*What the exercise asks:*
Exactly as written and without the pictures, output the entries below.

*Records provided:*
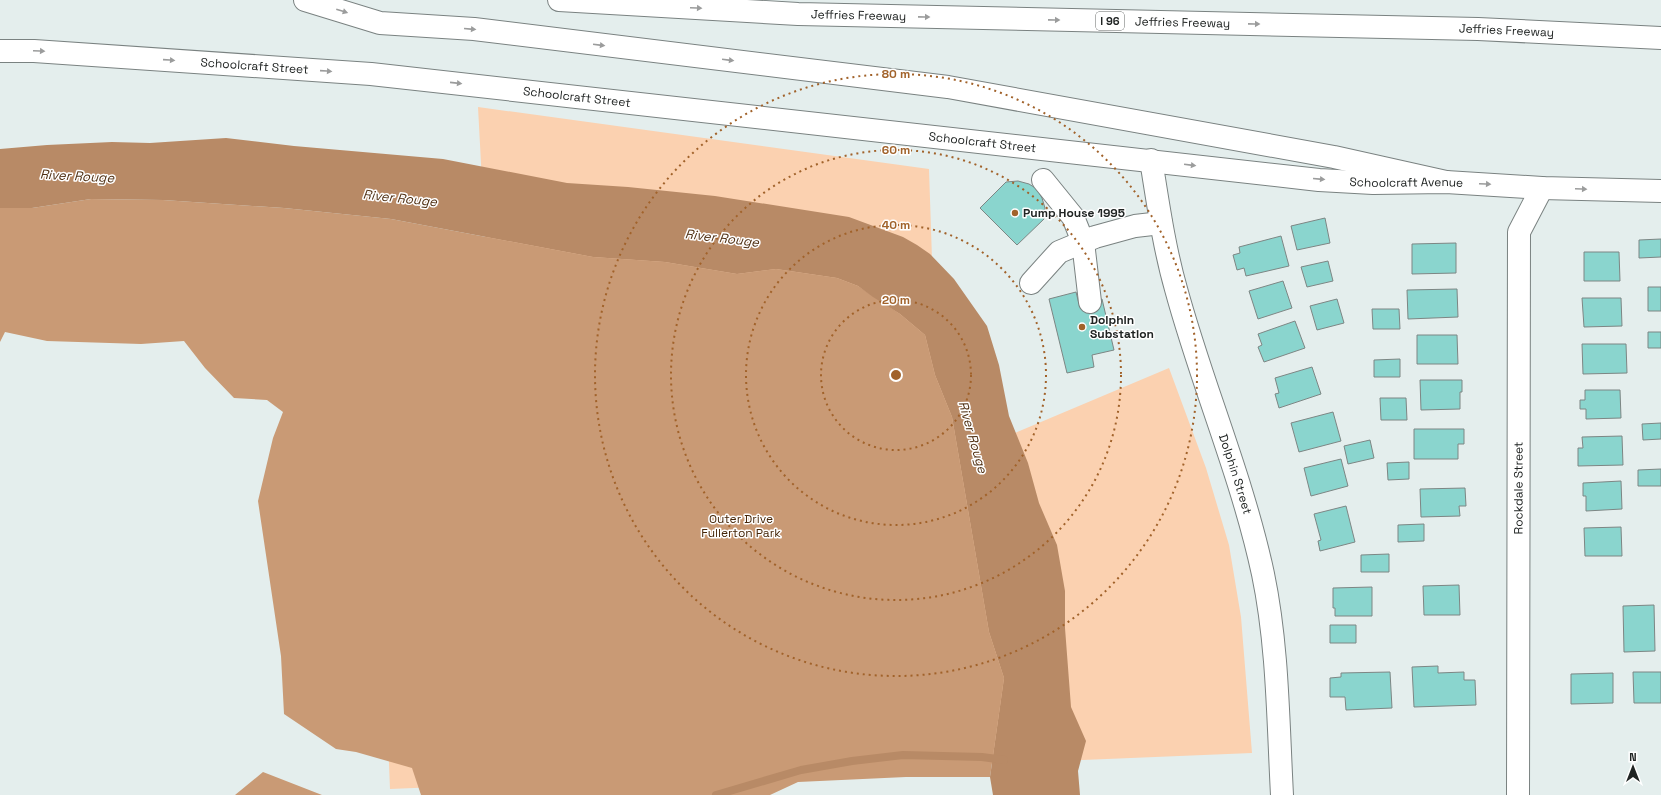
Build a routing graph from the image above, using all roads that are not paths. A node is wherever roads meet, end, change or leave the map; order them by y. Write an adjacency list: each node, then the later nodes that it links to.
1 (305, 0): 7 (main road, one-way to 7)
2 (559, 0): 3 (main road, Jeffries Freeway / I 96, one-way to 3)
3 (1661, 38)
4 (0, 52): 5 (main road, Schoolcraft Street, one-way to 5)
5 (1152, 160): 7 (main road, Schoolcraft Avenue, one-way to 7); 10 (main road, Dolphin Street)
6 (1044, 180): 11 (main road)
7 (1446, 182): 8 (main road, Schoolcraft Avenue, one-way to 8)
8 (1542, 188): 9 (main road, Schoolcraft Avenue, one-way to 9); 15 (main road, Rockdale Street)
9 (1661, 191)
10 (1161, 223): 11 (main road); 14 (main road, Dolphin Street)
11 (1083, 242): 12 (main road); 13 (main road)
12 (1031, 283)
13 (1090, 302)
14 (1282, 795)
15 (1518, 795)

*Written solution:*
Build a routing graph from the image above, using all roads that are not paths. A node is wherever roads meet, end, change or leave the map; order them by y. Write an adjacency list: each node, then the later nodes that it links to.
1 (305, 0): 7 (main road, one-way to 7)
2 (559, 0): 3 (main road, Jeffries Freeway / I 96, one-way to 3)
3 (1661, 38)
4 (0, 52): 5 (main road, Schoolcraft Street, one-way to 5)
5 (1152, 160): 7 (main road, Schoolcraft Avenue, one-way to 7); 10 (main road, Dolphin Street)
6 (1044, 180): 11 (main road)
7 (1446, 182): 8 (main road, Schoolcraft Avenue, one-way to 8)
8 (1542, 188): 9 (main road, Schoolcraft Avenue, one-way to 9); 15 (main road, Rockdale Street)
9 (1661, 191)
10 (1161, 223): 11 (main road); 14 (main road, Dolphin Street)
11 (1083, 242): 12 (main road); 13 (main road)
12 (1031, 283)
13 (1090, 302)
14 (1282, 795)
15 (1518, 795)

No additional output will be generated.